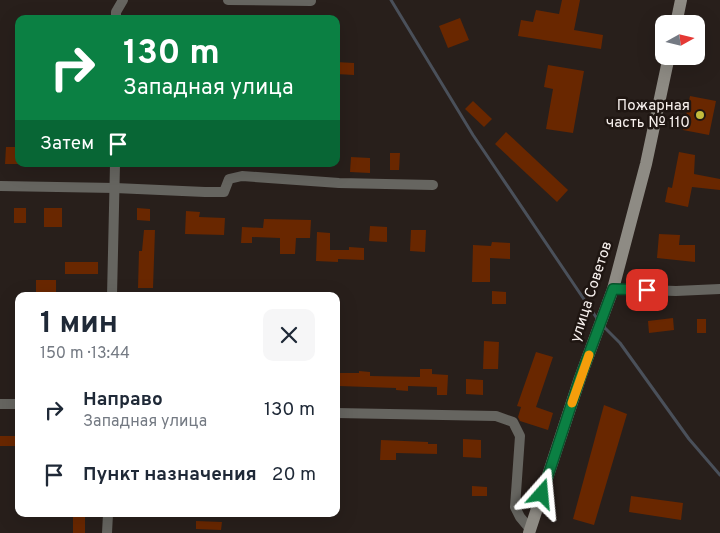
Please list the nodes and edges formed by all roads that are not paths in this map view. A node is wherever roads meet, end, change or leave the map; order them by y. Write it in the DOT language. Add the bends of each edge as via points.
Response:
graph roads {
  1 [pos="125,0"];
  2 [pos="228,0"];
  3 [pos="682,0"];
  4 [pos="311,2"];
  5 [pos="116,15"];
  6 [pos="678,15"];
  7 [pos="667,65"];
  8 [pos="115,167"];
  9 [pos="433,184"];
  10 [pos="0,186"];
  11 [pos="115,188"];
  12 [pos="613,289"];
  13 [pos="720,289"];
  14 [pos="112,292"];
  15 [pos="0,404"];
  16 [pos="15,404"];
  17 [pos="340,413"];
  18 [pos="108,517"];
  19 [pos="530,531"];
  20 [pos="108,533"];
  1 -- 5 [label="street"];
  2 -- 4 [label="street"];
  3 -- 6 [label="main road"];
  7 -- 12 [label="main road, улица Советов" via="646,164"];
  8 -- 11 [label="street"];
  9 -- 11 [label="street" via="339,183 242,176 229,179 224,192"];
  10 -- 11 [label="street"];
  11 -- 14 [label="street"];
  12 -- 13 [label="street"];
  12 -- 19 [label="main road, улица Советов"];
  15 -- 16 [label="street"];
  17 -- 19 [label="street" via="507,418 513,422 520,436 515,507"];
  18 -- 20 [label="street"];
}
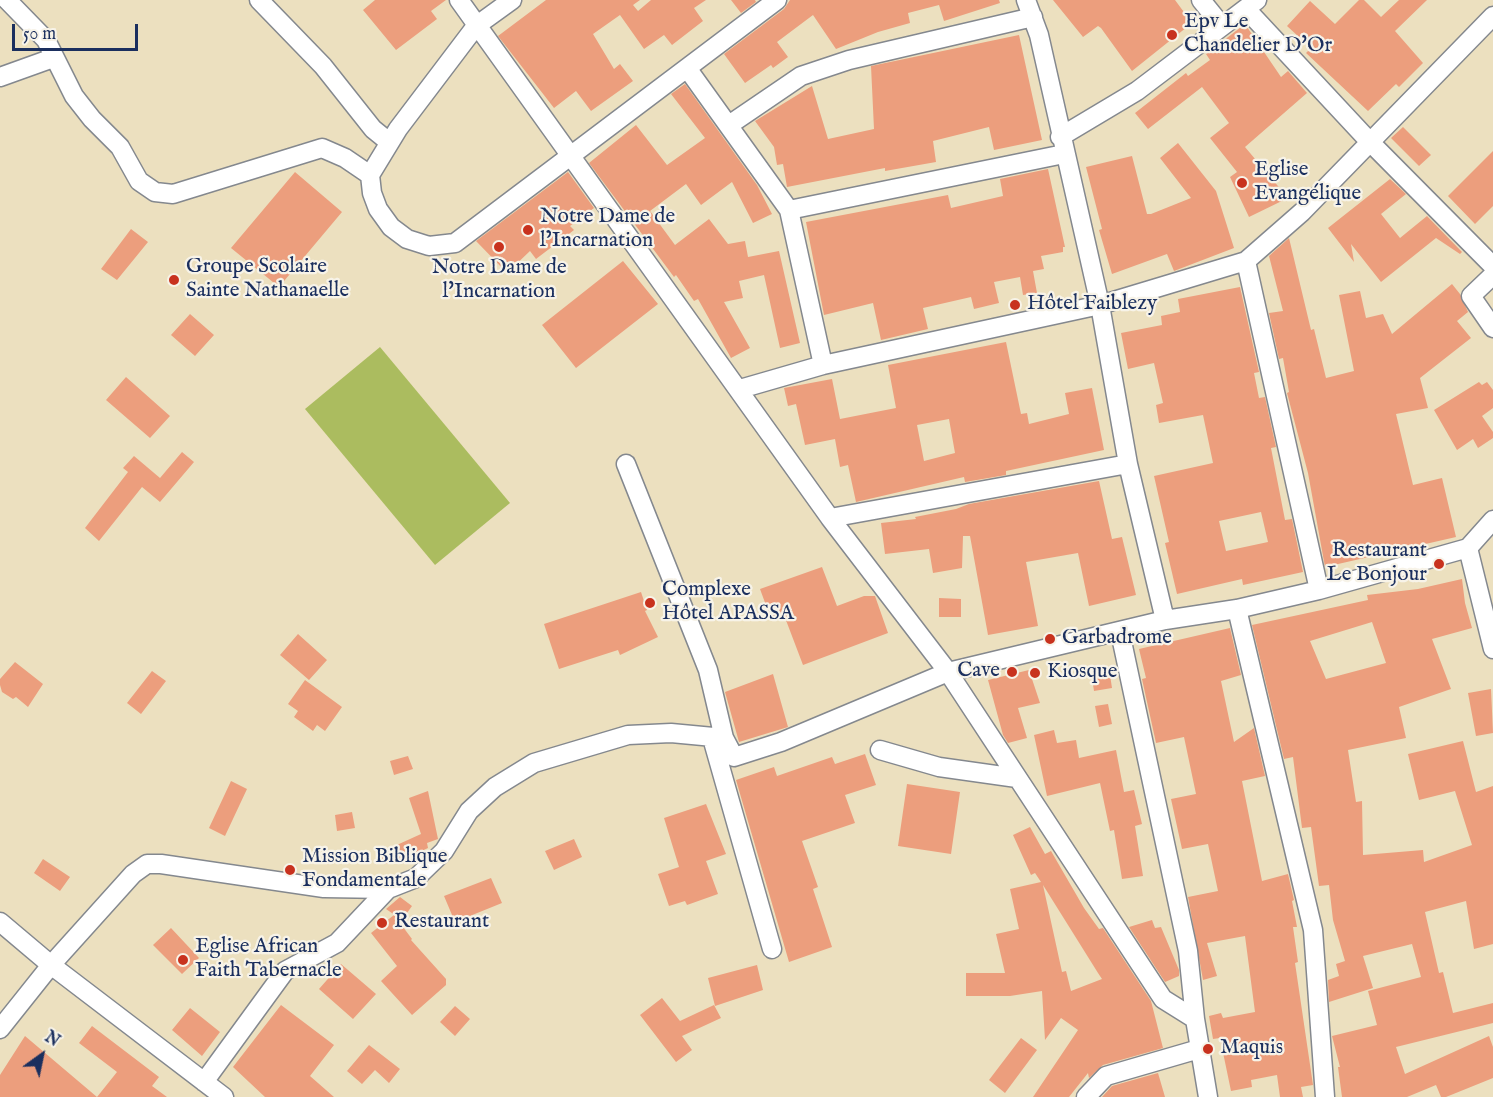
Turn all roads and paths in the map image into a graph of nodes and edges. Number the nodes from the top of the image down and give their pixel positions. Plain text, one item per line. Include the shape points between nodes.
1 (7, 0) edge
2 (259, 0) edge
3 (459, 0) edge
4 (512, 0) edge
5 (777, 0) edge
6 (1201, 0) edge
7 (1252, 4) edge
8 (1030, 8) edge
9 (476, 26) junction
10 (1222, 26) junction
11 (1489, 28) edge
12 (53, 58) junction
13 (687, 68) junction
14 (0, 77) edge
15 (729, 125) junction
16 (1369, 141) junction
17 (389, 142) junction
18 (1062, 146) junction
19 (572, 156) junction
20 (370, 175) junction
21 (789, 210) junction
22 (1246, 261) junction
23 (1493, 266) edge
24 (1493, 275) edge
25 (1100, 305) junction
26 (1493, 328) edge
27 (823, 365) junction
28 (740, 389) junction
29 (626, 464) dead end
30 (1128, 464) junction
31 (830, 518) junction
32 (1493, 520) edge
33 (1468, 548) junction
34 (1319, 590) junction
35 (1237, 609) junction
36 (1165, 620) junction
37 (1120, 632) junction
38 (1493, 649) edge
39 (948, 672) junction
40 (718, 738) junction
41 (880, 750) dead end
42 (1017, 778) junction
43 (388, 889) junction
44 (0, 922) edge
45 (772, 949) dead end
46 (51, 965) junction
47 (1195, 1019) junction
48 (0, 1029) edge
49 (1199, 1049) junction
50 (204, 1082) junction
51 (224, 1097) edge
52 (1086, 1097) edge
53 (1208, 1097) edge
54 (1325, 1097) edge

1 - 12 street via 46,40
2 - 17 street
3 - 9 street
4 - 9 street
5 - 13 street
6 - 10 street
7 - 10 street
7 - 16 street
8 - 15 street via 817,71 782,87
8 - 18 street
9 - 17 street
9 - 19 street
10 - 18 street
11 - 16 street
12 - 14 street
12 - 20 street via 74,96 120,147 139,181 155,192 173,194 322,148
13 - 15 street
13 - 19 street
15 - 21 street
16 - 22 street via 1302,213
16 - 23 street
17 - 20 street
18 - 21 street
18 - 25 street
19 - 20 street via 455,243 429,246 407,239 391,227 378,209
19 - 28 street
21 - 27 street
22 - 25 street
22 - 34 street
24 - 26 street via 1471,296
25 - 27 street
25 - 30 street
27 - 28 street
28 - 31 street
29 - 40 street via 708,670
30 - 31 street
30 - 36 street
31 - 39 street
32 - 33 street
33 - 34 street
33 - 38 street
34 - 35 street
35 - 36 street
35 - 54 street via 1313,930
36 - 37 street
37 - 39 street
37 - 47 street via 1188,951
39 - 40 street via 781,742 734,757
39 - 42 street
40 - 43 street via 671,732 628,735 534,763 495,787 469,811 444,851 416,878
40 - 45 street
41 - 42 street via 939,767
42 - 47 street via 1163,999
43 - 46 street via 324,888 147,864 133,874
43 - 50 street via 337,943 285,971
44 - 46 street
46 - 48 street
46 - 50 street
47 - 49 street
49 - 52 street via 1106,1076
49 - 53 street
50 - 51 street

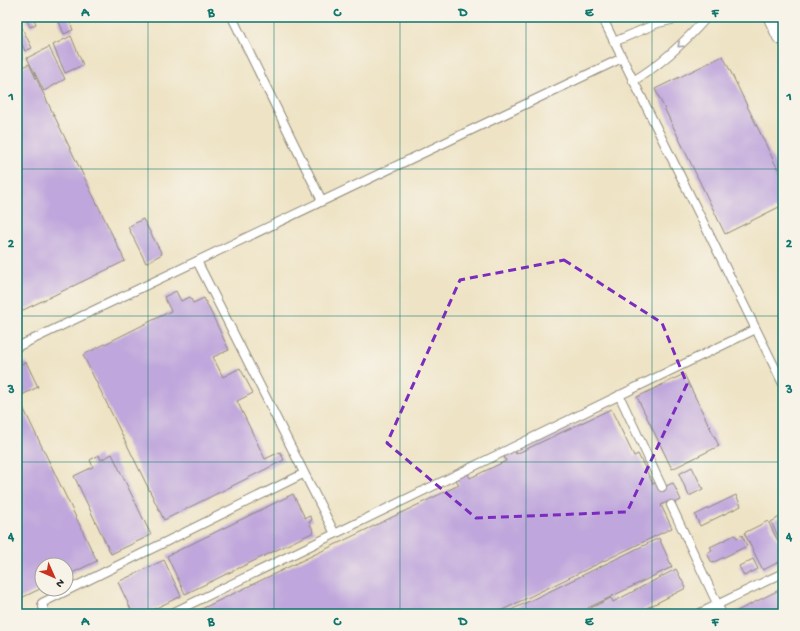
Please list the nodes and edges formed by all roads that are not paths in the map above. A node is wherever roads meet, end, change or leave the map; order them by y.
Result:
1 (232, 17) edge
2 (602, 17) edge
3 (684, 17) edge
4 (707, 17) edge
5 (775, 17) edge
6 (783, 34) edge
7 (614, 42) junction
8 (622, 58) junction
9 (633, 81) junction
10 (322, 201) junction
11 (197, 261) junction
12 (756, 329) junction
13 (17, 347) edge
14 (783, 384) edge
15 (619, 395) junction
16 (303, 474) junction
17 (662, 487) dead end
18 (671, 505) dead end
19 (335, 534) junction
20 (783, 573) edge
21 (718, 604) junction
22 (45, 614) edge
23 (170, 614) edge
24 (698, 614) edge
25 (722, 614) edge

1 - 10 lane
2 - 7 lane
3 - 7 lane
4 -> 9 lane
5 - 6 street
7 - 8 lane
8 - 9 lane
8 - 10 lane
9 - 12 lane
10 - 11 lane
11 - 13 lane
11 - 16 lane
12 - 14 lane
12 - 15 lane
15 - 17 lane
15 - 19 lane
16 - 19 lane
16 - 22 lane
18 - 21 lane
19 - 23 lane
20 - 21 lane
21 - 24 lane
21 - 25 lane

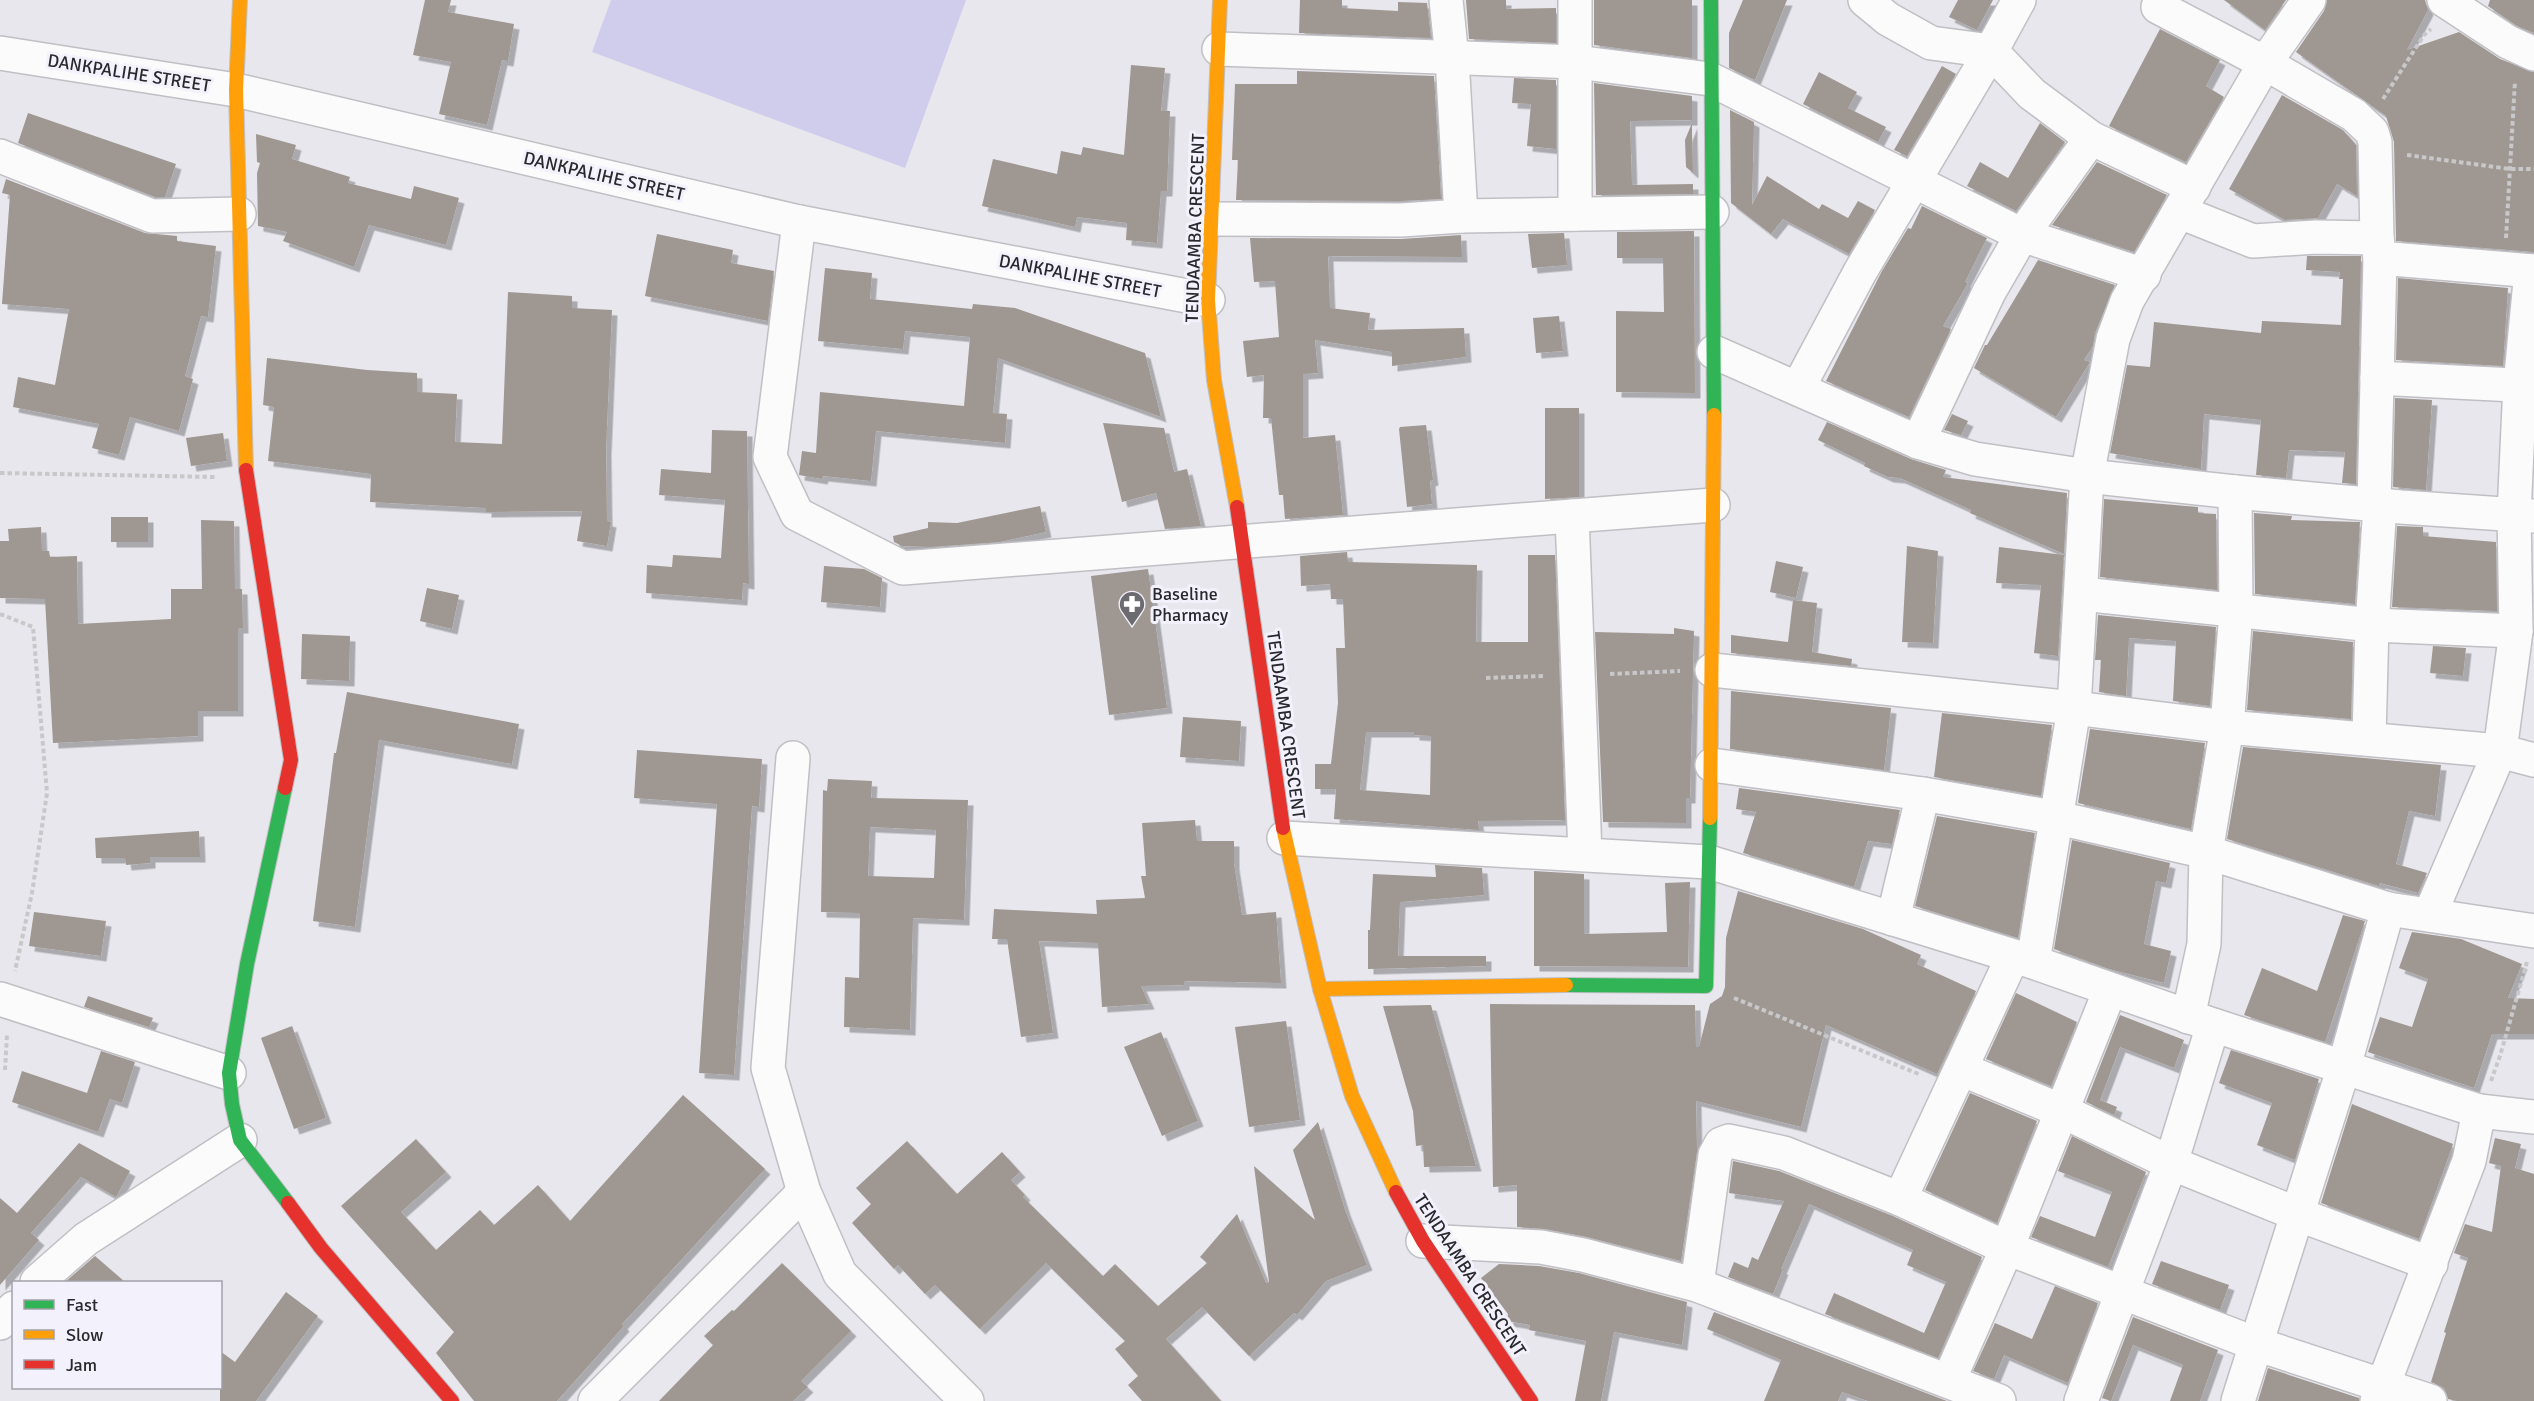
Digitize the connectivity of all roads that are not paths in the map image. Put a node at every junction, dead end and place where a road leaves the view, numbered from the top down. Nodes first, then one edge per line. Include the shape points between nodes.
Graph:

Your assignment → Scan the data above for the word "meet" and report every line where it is found.

Answer to the problem →
Please list the nodes and edges formed by all roads that are not paths in this map view. A node is wherever roads meet, end, change or leave the map; order them by y. Write it in the DOT language. Add the bends of each edge as via points.
Please list the nodes and edges formed by all roads that are not paths in the map above. A node is wherever roads meet, end, change or leave the map; order them by y.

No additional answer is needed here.